Currency quotation — Definition Explained Simply | Examples & Role
Currency quotation is the determination of the exchange rate of a foreign currency against the national or another foreign currency, usually carried out by banks or financial institutions.
Currency quotation is the process of determining and fixing the exchange rate of a foreign currency in accordance with legal norms and established practice. A quotation shows how many units of one currency are needed to buy one unit of another currency. This is usually done by central banks, major commercial banks, or exchanges.
According to financial practice, a currency quotation reflects the supply and demand balance in the foreign exchange market and is used to establish official exchange rates. For example, if the EUR/USD quotation is 1.08, it means that 1 euro equals 1.08 US dollars.

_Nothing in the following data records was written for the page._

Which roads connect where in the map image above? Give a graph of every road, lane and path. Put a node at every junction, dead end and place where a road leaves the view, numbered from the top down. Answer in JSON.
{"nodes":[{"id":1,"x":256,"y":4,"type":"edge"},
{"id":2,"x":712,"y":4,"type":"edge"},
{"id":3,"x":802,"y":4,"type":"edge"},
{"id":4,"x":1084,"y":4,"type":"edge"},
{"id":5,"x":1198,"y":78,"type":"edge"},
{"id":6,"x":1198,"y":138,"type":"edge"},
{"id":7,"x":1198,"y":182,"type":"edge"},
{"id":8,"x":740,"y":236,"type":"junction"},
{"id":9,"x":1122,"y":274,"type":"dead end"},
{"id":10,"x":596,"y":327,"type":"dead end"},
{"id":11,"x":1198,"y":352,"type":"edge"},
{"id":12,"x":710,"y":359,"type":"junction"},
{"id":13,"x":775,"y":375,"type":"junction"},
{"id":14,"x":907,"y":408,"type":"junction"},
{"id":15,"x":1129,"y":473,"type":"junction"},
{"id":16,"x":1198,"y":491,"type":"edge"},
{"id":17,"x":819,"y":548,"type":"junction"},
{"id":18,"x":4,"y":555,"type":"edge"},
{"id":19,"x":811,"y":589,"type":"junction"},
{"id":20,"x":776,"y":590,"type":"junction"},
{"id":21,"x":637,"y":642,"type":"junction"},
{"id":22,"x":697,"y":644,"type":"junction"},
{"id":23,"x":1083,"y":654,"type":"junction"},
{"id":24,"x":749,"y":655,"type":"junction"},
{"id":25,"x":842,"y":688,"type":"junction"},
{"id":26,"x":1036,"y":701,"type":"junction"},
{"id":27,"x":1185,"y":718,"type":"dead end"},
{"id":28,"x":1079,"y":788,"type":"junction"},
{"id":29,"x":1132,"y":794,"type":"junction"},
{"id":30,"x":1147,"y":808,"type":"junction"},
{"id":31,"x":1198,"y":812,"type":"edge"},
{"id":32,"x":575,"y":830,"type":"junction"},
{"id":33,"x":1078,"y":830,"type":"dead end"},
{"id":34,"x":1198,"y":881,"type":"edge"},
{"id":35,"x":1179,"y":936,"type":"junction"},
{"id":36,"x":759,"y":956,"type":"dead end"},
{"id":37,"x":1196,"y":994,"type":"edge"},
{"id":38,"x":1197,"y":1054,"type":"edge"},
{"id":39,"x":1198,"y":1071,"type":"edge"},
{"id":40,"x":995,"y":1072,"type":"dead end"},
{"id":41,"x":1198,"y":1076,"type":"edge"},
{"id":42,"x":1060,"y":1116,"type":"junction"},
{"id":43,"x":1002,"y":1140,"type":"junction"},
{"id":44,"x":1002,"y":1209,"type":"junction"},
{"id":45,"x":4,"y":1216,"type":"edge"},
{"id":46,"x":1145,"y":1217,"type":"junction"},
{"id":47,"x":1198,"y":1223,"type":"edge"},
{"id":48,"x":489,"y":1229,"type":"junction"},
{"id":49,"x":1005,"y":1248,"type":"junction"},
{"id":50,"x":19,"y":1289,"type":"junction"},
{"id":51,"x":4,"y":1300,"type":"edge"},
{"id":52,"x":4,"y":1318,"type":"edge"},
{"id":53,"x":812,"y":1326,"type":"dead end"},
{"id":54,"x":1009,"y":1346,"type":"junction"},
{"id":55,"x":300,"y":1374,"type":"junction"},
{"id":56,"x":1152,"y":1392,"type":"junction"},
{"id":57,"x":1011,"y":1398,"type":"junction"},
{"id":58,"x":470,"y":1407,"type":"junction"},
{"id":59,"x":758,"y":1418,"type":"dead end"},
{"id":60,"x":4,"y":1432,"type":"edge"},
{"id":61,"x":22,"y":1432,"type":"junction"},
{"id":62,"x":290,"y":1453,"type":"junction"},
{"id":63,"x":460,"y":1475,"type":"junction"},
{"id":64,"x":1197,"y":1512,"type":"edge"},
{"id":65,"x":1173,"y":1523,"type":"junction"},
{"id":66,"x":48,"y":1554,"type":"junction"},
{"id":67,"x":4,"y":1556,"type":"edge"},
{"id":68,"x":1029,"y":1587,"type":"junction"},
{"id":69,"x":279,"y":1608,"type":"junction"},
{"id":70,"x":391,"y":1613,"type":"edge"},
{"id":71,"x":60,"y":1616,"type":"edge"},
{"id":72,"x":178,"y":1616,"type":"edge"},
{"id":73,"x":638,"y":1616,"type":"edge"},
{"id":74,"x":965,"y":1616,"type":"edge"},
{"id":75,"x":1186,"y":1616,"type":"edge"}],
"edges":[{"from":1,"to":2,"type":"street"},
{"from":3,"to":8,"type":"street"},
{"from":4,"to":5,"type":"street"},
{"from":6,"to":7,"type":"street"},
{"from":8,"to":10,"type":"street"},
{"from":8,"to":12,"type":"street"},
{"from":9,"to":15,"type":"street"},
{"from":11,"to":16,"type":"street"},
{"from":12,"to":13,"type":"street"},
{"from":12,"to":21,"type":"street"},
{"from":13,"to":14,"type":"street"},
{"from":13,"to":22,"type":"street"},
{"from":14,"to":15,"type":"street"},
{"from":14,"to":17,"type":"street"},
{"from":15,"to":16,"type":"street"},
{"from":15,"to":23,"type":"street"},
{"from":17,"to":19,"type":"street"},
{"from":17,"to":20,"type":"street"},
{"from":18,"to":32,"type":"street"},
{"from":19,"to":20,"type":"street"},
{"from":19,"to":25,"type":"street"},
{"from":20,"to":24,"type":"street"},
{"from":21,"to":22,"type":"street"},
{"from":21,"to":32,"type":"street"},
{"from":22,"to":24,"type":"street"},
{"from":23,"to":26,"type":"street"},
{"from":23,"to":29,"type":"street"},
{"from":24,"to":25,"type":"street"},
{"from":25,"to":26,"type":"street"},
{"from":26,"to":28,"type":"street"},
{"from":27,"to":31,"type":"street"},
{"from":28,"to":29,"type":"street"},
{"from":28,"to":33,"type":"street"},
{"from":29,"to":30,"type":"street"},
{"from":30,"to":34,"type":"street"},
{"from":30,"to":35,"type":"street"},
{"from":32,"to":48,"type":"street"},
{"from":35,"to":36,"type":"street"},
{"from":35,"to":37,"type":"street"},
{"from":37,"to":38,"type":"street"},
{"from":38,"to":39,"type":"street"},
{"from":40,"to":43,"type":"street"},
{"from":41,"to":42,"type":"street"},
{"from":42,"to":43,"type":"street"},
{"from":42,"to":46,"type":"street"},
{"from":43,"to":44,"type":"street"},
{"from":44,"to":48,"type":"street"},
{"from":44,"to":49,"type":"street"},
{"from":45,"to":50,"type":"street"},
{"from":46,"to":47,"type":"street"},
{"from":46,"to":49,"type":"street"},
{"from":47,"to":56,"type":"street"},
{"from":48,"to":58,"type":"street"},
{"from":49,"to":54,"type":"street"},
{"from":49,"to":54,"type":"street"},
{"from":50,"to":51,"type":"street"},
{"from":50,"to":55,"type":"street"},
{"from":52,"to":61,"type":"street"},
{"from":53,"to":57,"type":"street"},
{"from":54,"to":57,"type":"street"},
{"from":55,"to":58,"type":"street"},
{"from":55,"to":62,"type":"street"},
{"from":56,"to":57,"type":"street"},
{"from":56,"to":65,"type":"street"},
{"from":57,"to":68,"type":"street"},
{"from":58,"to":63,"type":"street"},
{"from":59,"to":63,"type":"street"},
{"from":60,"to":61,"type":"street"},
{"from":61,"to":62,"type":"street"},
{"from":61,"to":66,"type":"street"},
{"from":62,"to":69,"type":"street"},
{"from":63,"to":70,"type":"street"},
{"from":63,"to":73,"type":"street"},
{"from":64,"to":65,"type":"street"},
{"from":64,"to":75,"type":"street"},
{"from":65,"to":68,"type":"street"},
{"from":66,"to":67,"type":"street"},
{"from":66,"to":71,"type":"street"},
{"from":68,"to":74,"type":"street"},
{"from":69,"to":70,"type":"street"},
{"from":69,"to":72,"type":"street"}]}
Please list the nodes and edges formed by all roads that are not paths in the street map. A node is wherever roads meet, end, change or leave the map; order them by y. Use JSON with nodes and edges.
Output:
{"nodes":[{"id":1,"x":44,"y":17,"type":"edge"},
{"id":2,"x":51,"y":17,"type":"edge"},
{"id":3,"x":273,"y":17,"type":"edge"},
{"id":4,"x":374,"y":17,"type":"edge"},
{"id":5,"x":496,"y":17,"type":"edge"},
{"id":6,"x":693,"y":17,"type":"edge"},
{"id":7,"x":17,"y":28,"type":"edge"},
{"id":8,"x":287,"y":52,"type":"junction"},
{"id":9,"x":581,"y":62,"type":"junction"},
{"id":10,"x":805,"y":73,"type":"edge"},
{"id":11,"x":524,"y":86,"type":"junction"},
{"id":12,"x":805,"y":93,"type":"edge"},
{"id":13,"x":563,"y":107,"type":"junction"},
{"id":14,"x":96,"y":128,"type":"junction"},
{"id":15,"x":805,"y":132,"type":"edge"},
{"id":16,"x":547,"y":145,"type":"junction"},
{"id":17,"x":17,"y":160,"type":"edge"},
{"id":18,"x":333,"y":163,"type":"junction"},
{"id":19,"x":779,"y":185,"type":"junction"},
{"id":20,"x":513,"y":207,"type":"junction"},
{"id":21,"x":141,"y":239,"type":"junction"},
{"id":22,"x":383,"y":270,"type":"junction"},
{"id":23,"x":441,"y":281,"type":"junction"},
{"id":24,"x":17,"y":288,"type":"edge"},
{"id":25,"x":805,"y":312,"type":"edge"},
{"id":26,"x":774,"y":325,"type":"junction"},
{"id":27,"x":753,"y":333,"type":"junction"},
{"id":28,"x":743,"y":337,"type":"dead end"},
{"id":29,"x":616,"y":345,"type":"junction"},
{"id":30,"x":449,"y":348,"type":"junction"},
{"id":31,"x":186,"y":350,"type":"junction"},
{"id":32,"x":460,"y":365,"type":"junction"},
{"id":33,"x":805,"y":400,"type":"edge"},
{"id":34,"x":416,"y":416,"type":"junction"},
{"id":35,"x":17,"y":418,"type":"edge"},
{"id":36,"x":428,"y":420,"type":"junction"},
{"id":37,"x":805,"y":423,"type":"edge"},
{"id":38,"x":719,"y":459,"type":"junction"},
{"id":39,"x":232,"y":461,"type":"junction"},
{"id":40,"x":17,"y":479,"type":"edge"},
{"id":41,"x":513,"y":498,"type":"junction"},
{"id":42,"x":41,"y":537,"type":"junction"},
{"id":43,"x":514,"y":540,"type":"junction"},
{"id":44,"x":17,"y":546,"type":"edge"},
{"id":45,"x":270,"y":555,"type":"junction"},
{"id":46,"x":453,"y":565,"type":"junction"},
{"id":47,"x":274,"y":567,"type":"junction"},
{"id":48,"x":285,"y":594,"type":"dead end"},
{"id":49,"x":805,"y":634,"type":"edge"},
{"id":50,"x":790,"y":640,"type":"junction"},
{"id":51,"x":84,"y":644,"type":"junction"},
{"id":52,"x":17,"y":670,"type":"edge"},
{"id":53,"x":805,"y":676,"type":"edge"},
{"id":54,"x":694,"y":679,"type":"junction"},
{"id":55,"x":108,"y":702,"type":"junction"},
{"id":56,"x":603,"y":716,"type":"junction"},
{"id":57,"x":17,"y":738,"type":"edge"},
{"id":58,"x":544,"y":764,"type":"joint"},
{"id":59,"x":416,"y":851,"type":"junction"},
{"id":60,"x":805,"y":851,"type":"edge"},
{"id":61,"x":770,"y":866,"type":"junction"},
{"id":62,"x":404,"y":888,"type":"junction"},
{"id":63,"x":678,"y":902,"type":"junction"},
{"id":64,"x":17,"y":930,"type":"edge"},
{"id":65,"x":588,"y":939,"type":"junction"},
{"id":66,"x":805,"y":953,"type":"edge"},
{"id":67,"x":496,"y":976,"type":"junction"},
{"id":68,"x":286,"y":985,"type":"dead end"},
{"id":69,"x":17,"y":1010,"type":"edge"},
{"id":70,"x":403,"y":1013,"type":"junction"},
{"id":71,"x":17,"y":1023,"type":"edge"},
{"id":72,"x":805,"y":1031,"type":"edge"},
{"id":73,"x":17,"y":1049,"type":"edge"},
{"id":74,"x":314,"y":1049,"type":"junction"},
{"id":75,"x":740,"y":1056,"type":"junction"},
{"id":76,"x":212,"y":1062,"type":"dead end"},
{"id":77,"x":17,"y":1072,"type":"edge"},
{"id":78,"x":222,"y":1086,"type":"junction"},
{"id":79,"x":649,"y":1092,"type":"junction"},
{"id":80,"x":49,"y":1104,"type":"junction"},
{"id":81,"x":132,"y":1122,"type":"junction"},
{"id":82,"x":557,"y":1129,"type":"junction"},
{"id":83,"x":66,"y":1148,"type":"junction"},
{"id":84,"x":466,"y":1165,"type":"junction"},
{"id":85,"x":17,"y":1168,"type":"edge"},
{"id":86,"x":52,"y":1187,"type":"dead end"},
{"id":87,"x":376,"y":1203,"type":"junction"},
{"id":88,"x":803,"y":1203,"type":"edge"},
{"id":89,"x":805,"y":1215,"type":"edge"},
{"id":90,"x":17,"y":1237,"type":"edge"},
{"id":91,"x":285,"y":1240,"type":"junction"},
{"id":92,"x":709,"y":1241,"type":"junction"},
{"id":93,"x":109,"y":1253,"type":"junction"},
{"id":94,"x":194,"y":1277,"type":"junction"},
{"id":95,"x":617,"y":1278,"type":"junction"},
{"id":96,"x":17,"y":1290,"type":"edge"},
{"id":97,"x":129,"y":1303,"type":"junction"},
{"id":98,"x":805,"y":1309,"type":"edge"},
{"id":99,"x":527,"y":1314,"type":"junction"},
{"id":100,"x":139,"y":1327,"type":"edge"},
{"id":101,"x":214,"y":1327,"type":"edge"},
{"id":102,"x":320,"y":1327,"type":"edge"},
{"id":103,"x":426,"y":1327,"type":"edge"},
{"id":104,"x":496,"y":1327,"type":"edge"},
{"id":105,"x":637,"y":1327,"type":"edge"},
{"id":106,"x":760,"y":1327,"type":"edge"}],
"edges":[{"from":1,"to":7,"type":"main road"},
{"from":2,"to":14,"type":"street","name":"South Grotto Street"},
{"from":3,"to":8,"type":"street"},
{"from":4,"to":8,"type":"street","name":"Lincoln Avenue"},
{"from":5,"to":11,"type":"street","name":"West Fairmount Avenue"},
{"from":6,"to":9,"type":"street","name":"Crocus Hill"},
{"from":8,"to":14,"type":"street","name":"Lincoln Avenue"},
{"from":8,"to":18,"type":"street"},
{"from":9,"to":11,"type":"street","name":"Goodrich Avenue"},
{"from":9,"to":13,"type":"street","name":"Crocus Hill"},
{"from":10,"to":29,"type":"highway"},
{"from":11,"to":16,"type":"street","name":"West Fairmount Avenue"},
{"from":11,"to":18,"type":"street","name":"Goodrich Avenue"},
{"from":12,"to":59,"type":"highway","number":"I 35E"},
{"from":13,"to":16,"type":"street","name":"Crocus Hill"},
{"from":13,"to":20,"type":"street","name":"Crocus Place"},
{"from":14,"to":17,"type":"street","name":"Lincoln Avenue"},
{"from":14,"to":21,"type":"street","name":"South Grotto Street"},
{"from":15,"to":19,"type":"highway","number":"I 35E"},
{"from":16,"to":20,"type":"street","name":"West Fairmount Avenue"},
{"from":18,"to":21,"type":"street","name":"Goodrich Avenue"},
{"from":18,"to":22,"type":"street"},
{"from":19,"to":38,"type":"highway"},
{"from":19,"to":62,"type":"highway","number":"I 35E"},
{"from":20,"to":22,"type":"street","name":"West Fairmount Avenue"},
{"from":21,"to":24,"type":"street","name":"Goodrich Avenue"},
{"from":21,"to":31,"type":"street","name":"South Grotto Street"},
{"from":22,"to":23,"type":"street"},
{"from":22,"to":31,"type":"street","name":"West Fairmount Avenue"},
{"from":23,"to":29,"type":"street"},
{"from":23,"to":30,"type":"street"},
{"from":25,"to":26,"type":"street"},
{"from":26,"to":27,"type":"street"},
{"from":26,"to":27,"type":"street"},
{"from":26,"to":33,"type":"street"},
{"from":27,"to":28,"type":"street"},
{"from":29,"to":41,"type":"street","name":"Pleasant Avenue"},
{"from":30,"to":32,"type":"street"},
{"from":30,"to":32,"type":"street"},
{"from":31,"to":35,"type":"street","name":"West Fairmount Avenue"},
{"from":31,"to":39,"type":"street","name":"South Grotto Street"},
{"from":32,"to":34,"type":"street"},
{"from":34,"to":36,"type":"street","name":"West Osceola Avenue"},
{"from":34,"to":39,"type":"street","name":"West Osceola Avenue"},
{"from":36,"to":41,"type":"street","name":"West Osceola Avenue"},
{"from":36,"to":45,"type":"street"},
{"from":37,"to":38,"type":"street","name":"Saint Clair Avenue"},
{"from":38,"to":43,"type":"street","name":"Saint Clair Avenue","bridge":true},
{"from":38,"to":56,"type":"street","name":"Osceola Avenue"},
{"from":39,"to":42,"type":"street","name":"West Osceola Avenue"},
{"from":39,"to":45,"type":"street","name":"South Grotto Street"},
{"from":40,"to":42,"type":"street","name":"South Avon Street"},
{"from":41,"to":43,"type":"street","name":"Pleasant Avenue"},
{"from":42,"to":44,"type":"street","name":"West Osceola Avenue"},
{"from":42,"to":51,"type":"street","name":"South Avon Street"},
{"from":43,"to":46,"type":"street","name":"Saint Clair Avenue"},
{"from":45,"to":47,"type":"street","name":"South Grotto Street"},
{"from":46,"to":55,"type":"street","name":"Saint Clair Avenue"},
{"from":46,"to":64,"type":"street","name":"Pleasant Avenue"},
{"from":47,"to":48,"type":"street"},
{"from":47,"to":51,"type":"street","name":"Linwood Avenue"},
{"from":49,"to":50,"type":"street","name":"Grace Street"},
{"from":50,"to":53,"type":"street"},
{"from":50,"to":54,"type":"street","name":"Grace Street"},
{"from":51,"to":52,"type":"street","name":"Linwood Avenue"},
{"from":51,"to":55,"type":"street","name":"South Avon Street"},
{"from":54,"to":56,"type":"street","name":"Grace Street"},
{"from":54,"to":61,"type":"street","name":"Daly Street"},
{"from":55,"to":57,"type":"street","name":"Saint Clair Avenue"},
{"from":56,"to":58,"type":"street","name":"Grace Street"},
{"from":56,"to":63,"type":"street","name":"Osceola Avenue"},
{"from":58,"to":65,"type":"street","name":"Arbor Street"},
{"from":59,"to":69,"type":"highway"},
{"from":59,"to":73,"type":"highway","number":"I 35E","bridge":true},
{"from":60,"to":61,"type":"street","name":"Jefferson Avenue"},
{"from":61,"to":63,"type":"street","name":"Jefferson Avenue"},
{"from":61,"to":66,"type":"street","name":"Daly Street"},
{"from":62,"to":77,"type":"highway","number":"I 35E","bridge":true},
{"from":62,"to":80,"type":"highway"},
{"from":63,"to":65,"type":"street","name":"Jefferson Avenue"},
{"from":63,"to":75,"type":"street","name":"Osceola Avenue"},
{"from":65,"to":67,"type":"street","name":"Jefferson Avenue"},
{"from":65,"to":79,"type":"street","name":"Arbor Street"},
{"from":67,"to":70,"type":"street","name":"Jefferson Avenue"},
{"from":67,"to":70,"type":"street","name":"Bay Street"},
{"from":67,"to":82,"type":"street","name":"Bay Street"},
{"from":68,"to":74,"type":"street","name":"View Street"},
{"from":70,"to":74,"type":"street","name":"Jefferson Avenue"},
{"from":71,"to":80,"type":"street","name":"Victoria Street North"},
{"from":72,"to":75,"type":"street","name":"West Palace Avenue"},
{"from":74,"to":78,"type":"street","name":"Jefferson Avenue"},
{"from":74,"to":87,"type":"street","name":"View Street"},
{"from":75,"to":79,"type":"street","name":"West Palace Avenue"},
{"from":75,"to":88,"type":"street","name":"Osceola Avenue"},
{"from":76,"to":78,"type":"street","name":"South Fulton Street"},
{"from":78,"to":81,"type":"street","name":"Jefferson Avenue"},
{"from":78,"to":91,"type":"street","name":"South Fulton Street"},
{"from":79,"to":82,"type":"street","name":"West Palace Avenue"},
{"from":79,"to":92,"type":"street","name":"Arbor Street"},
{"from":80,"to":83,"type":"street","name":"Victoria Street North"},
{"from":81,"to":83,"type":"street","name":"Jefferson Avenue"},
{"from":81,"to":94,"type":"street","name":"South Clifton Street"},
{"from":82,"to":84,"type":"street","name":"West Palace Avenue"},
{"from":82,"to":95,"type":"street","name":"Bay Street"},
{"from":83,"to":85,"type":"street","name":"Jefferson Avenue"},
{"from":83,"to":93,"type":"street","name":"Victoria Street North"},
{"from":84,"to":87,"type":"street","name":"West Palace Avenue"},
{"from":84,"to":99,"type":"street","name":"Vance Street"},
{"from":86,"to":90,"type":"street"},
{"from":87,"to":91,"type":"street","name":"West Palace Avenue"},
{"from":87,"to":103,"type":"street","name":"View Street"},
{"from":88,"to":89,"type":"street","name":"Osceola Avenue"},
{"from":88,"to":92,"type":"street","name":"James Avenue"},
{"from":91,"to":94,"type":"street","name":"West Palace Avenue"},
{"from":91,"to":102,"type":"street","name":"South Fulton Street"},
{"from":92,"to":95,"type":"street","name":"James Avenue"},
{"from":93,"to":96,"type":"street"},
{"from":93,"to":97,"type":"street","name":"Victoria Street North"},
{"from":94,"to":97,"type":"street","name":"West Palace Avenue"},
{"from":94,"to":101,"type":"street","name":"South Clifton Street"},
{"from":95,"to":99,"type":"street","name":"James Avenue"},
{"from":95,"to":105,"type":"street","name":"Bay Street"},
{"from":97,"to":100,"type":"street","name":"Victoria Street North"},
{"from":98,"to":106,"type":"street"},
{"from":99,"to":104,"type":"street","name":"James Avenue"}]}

Methods of currency quotation
There are two main methods of quotation:
- Direct quotation — shows how many units of the national currency must be paid for one unit of foreign currency (the most common method).
- Indirect quotation — shows how many units of foreign currency equal one unit of the national currency.
For example, in Russia a direct quotation is used: the US dollar is quoted in rubles. In the United Kingdom, an indirect quotation is traditionally applied: the pound is expressed in a certain amount of dollars or euros.
The role of currency quotation
Currency quotations form the basis for all operations in the foreign exchange market (Forex), in banking transactions, and in international trade. They allow investors, companies, and individuals to understand the current value of currencies and make decisions about buying, selling, or exchanging. Central banks use quotations when shaping monetary policy and maintaining the stability of the national currency.
Examples
- EUR/USD = 1.08 means that 1 euro equals 1.08 US dollars.
- USD/JPY = 150 means that 1 US dollar equals 150 Japanese yen.
- In Russia, the dollar is quoted in rubles (e.g., 1 USD = 95 RUB).